Chimeric proteins containing the M2 transmembrane and cytoplasmic domains or only the cytoplasmic domain are not incorporated into Ty/MN virions. The three chimeric constructs found to be expressed on the cell surface were assayed for incorporation as described in Materials and Methods. (A) The viral lysates were probed on a Western blot with anti-F (α-F) monoclonal antibodies. (B) The anti-F monoclonal antibodies were stripped from the membrane, which was then reprobed with a pool of anti-M1 (α-M1) monoclonal antibodies.
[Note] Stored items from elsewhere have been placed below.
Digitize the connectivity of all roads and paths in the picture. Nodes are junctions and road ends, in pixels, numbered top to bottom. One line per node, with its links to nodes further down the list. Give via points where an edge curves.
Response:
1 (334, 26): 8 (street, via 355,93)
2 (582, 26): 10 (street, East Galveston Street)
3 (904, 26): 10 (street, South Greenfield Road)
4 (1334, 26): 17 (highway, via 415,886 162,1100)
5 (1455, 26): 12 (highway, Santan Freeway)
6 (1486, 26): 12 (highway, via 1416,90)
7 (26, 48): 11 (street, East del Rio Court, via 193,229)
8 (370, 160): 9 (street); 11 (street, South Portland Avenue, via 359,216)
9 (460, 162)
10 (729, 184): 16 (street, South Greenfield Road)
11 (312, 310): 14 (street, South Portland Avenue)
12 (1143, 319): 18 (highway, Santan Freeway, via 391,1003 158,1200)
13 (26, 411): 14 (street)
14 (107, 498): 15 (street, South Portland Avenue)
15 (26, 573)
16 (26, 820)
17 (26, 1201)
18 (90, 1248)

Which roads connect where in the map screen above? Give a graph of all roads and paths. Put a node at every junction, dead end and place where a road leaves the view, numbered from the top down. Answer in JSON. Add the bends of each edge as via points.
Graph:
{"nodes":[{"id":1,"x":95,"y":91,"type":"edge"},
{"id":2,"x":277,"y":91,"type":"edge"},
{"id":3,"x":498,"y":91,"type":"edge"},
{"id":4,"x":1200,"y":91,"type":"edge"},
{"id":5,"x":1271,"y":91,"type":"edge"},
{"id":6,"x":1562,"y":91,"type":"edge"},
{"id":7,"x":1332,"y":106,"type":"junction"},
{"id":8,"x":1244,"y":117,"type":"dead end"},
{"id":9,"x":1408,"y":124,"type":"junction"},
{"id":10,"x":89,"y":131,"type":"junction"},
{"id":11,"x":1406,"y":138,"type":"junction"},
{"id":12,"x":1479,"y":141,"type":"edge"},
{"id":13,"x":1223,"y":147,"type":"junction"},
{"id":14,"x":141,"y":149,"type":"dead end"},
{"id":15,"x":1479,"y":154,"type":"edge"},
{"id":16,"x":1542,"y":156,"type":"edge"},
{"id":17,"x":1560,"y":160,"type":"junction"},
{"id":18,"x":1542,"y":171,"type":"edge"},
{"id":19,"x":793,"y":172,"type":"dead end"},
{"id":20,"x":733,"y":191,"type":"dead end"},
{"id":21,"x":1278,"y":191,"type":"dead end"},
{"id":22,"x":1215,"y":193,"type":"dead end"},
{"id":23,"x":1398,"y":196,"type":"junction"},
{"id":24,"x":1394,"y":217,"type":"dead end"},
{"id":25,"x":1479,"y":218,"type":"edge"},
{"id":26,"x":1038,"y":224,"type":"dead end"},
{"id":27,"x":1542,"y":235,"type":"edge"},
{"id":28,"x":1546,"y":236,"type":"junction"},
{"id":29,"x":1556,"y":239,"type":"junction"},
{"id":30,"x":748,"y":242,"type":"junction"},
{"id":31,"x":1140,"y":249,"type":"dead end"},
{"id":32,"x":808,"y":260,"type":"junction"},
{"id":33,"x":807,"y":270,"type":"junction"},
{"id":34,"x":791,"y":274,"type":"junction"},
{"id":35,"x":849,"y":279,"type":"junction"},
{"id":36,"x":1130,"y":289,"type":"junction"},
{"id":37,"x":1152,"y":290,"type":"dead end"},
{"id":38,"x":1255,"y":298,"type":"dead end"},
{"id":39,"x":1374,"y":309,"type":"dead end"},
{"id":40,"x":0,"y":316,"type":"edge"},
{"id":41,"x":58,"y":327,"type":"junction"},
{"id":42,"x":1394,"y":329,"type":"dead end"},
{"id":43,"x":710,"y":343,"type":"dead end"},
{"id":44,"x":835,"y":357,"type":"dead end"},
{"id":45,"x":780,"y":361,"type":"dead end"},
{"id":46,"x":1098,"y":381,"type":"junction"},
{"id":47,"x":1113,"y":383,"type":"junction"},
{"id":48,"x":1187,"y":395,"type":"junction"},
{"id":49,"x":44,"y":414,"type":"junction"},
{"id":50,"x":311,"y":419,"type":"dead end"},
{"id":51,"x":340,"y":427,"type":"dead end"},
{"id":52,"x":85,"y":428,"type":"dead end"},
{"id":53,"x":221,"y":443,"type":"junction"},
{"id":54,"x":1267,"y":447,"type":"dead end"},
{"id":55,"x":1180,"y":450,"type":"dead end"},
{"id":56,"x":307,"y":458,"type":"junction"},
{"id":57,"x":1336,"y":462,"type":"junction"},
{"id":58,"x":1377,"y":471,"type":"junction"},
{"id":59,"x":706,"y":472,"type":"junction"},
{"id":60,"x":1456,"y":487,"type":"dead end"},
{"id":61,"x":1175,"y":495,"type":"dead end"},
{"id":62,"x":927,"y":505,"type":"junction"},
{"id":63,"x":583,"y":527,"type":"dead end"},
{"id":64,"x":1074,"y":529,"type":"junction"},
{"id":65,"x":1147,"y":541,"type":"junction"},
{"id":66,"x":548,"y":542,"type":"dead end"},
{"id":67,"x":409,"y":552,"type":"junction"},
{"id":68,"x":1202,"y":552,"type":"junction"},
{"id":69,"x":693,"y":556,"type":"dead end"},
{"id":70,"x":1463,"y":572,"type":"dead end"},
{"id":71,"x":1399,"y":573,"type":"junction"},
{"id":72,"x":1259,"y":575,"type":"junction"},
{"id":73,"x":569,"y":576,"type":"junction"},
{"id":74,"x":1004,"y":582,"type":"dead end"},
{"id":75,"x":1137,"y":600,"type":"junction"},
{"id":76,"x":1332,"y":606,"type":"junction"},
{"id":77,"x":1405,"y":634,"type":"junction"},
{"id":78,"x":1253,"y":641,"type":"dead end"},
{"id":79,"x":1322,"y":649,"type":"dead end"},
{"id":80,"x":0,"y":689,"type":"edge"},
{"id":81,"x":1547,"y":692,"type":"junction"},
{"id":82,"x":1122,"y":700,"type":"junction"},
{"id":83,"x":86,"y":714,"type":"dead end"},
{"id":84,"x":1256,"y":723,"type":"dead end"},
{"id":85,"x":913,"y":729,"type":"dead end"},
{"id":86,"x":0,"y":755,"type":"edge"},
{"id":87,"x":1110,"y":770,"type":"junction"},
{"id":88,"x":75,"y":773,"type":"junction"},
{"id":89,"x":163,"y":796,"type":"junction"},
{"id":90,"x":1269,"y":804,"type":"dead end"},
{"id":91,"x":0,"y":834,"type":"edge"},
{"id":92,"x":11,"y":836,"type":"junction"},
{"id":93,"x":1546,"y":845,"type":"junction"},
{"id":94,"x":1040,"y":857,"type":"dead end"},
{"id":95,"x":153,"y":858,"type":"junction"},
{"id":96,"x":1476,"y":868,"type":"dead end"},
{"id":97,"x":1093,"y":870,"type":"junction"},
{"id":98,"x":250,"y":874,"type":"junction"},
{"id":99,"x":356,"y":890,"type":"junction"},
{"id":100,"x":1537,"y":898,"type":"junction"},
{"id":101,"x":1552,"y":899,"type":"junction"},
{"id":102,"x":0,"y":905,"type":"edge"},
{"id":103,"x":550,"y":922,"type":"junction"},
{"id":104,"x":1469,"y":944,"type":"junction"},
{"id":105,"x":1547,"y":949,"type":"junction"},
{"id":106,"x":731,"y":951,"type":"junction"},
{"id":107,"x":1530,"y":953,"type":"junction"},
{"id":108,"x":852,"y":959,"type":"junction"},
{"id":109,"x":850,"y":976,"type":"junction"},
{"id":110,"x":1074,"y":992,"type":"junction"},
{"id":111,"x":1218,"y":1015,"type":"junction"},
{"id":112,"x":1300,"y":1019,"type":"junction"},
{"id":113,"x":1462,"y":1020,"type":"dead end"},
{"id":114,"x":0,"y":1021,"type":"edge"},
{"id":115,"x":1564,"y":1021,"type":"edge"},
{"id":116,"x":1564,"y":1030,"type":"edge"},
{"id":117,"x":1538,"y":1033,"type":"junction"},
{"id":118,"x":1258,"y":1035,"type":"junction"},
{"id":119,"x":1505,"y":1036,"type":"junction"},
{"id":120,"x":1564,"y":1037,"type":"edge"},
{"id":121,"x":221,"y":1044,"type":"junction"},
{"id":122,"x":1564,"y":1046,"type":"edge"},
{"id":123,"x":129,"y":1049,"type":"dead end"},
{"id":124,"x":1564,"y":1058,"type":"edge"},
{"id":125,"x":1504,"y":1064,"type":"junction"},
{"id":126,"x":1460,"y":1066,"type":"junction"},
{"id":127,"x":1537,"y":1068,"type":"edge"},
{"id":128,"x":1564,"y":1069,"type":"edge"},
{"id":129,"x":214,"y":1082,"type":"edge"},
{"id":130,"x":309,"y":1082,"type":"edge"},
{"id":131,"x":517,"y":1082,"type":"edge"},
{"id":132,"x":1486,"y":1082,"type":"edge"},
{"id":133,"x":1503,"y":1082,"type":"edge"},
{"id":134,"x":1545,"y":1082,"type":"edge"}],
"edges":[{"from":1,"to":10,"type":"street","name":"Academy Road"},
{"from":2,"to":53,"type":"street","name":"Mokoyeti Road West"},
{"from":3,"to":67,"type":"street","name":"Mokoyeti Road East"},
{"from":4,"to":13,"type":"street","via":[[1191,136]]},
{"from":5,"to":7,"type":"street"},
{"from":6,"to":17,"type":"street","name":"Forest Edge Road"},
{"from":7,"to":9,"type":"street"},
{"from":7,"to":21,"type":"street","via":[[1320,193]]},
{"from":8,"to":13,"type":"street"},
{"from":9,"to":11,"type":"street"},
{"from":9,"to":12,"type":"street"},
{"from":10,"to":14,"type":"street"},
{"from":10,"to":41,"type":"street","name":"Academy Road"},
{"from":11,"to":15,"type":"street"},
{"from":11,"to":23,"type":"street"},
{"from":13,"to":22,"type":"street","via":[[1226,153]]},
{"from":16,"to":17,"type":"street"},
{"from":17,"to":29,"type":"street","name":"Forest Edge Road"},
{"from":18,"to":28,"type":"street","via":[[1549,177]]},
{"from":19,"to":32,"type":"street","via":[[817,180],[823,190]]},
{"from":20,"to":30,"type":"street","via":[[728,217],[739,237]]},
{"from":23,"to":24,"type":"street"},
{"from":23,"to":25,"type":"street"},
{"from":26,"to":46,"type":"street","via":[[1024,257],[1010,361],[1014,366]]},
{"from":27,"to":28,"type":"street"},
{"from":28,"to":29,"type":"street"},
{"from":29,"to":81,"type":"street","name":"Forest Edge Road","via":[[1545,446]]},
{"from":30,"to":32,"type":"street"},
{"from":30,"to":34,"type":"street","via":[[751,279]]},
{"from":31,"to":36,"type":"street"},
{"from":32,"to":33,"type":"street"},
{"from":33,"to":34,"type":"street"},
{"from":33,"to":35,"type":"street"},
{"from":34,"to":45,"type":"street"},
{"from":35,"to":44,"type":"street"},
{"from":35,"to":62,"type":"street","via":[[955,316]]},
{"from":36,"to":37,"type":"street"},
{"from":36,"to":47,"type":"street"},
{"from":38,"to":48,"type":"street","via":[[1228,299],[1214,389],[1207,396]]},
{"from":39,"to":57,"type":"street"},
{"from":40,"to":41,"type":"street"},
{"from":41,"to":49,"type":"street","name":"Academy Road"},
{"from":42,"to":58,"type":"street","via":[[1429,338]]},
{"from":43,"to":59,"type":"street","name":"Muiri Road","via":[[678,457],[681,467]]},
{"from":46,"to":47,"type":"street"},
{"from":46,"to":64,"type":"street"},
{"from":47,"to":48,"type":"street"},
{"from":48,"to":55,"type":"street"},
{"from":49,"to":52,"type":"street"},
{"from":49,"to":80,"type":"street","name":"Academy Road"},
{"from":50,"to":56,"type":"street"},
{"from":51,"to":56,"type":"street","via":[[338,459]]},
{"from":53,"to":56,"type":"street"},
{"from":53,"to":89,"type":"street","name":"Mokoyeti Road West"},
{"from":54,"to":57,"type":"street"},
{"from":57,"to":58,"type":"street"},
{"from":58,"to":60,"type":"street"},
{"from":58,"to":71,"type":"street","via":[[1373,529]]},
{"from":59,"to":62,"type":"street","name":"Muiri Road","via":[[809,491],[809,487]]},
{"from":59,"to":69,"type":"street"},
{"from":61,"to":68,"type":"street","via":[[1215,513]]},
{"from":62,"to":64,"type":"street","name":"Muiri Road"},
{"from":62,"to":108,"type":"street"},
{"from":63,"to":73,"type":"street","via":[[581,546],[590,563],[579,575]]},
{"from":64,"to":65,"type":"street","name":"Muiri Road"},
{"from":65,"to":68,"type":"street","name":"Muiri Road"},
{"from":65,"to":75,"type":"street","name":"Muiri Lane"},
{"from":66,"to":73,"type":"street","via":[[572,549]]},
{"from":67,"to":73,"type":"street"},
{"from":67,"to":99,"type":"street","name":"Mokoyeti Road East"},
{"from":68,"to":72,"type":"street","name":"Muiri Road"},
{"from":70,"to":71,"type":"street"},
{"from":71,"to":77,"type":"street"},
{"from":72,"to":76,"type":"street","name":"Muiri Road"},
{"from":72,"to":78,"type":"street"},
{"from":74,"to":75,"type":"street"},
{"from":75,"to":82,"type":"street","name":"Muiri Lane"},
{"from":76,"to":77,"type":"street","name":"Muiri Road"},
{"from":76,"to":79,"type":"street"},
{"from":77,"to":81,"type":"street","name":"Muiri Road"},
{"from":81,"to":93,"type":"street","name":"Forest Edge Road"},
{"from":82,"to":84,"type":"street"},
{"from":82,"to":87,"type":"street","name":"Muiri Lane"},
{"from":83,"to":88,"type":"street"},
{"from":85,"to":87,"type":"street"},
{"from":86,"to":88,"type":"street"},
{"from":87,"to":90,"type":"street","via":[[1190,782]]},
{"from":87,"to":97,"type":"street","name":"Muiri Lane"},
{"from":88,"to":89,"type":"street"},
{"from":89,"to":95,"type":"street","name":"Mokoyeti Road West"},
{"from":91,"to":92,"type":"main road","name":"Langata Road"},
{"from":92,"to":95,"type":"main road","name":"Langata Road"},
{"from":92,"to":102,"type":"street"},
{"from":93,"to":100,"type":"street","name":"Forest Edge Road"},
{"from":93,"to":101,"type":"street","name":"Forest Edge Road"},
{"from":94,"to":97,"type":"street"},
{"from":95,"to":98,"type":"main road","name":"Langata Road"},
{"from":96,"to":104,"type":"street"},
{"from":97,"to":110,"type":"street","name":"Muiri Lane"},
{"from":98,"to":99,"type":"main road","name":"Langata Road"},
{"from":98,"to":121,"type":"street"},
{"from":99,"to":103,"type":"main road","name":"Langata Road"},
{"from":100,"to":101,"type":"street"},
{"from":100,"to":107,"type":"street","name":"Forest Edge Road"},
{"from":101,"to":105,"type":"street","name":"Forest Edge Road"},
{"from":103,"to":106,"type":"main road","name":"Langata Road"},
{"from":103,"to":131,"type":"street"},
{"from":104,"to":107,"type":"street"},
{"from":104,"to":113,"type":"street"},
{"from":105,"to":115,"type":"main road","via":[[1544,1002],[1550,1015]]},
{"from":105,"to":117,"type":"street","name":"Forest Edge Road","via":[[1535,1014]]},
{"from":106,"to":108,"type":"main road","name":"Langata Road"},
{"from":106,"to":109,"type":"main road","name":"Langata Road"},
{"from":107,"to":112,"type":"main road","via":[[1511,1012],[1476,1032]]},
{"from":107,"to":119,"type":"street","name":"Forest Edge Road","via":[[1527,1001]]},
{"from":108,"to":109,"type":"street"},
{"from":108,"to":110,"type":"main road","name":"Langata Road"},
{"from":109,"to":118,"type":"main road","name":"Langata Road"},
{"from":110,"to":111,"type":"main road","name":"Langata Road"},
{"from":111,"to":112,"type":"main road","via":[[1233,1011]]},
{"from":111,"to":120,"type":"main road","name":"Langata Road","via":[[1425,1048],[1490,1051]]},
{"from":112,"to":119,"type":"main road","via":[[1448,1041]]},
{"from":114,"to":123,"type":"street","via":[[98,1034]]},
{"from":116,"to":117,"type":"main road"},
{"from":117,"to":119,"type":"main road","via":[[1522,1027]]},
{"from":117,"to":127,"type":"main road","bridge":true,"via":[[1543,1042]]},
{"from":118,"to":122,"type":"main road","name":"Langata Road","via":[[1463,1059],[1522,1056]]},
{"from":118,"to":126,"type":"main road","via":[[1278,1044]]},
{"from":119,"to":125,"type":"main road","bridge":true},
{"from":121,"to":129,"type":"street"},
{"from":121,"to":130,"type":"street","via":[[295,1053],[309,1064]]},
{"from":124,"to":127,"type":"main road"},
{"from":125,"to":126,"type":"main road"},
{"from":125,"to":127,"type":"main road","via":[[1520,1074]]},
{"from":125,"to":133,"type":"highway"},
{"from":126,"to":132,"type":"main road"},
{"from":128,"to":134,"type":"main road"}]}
Purified Sendai virions were loaded in the right-hand lanes as a control.

FIG. 8

The ectodomain of M2 contains its virion incorporation signal. The Western blot was probed with the anti-M2 (α-M2) monoclonal antibody 14C2 (A) and with anti-M1 (α-M1) antibodies (B). Purified PR8 virions were loaded in the right-hand lanes as a control.

FIG. 9

Schematic model of M2 incorporation into influenza A virions. As a part of the postulated incorporation complex, the M2 proteins interact with HA (and possibly with NA as well) in the extracellular region, whereas HA trimers interact with each other in the transmembrane region, possibly through M1.